* [What you need to do]: From the entries that follow, pick out all lines holding "آبیدر".

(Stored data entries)
+++

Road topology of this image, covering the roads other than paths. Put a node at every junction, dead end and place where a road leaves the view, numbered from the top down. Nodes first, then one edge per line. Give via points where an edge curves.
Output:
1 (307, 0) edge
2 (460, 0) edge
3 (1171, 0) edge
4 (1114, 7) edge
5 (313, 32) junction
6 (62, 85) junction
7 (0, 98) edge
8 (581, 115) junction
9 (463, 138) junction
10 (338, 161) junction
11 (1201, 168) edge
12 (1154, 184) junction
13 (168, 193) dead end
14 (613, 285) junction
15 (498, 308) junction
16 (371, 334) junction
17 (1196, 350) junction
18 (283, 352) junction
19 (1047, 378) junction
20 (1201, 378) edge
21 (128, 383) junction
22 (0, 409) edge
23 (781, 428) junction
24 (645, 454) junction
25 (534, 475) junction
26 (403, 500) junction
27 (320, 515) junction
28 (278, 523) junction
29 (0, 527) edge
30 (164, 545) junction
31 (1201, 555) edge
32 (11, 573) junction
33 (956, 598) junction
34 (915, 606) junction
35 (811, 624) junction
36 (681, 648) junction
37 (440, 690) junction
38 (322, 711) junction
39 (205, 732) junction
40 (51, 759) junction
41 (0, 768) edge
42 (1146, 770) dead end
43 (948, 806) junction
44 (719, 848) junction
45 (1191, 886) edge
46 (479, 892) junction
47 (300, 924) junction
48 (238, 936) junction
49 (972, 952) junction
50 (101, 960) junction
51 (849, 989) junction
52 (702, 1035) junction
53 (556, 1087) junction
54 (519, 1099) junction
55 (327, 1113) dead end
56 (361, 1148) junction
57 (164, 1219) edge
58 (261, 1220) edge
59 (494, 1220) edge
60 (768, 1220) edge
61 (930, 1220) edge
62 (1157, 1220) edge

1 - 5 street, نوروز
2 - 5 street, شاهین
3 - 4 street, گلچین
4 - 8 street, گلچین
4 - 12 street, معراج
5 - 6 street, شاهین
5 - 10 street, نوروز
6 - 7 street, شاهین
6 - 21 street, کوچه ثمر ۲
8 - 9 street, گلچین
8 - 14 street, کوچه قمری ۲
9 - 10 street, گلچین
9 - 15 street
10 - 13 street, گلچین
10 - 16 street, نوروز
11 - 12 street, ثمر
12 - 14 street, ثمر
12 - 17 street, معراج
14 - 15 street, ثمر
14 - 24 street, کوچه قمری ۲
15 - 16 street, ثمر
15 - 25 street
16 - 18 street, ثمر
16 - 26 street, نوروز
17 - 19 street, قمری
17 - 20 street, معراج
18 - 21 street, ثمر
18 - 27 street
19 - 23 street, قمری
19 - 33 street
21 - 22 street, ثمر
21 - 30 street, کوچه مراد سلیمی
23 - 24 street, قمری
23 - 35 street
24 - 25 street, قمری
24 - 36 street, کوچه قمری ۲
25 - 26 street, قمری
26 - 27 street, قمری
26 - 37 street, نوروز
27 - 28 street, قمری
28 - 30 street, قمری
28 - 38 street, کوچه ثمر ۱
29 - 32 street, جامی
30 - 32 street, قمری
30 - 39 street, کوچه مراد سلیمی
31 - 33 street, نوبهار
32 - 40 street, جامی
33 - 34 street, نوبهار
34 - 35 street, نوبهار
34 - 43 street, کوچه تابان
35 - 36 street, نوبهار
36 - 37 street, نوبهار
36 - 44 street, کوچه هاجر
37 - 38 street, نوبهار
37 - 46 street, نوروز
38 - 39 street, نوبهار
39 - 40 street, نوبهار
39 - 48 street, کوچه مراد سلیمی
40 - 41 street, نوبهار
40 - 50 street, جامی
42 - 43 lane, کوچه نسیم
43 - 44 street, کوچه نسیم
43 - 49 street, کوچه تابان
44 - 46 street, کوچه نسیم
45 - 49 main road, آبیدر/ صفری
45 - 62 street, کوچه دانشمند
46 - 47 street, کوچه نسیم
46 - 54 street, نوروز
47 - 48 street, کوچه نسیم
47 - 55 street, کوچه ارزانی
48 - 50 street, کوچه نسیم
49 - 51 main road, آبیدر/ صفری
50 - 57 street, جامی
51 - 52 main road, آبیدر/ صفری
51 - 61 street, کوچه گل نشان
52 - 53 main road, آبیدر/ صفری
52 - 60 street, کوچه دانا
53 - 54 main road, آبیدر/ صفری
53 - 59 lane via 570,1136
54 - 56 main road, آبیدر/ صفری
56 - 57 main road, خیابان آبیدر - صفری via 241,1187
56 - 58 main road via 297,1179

+++

* [Answer area]:
45 - 49 main road, آبیدر/ صفری
49 - 51 main road, آبیدر/ صفری
51 - 52 main road, آبیدر/ صفری
52 - 53 main road, آبیدر/ صفری
53 - 54 main road, آبیدر/ صفری
54 - 56 main road, آبیدر/ صفری
56 - 57 main road, خیابان آبیدر - صفری via 241,1187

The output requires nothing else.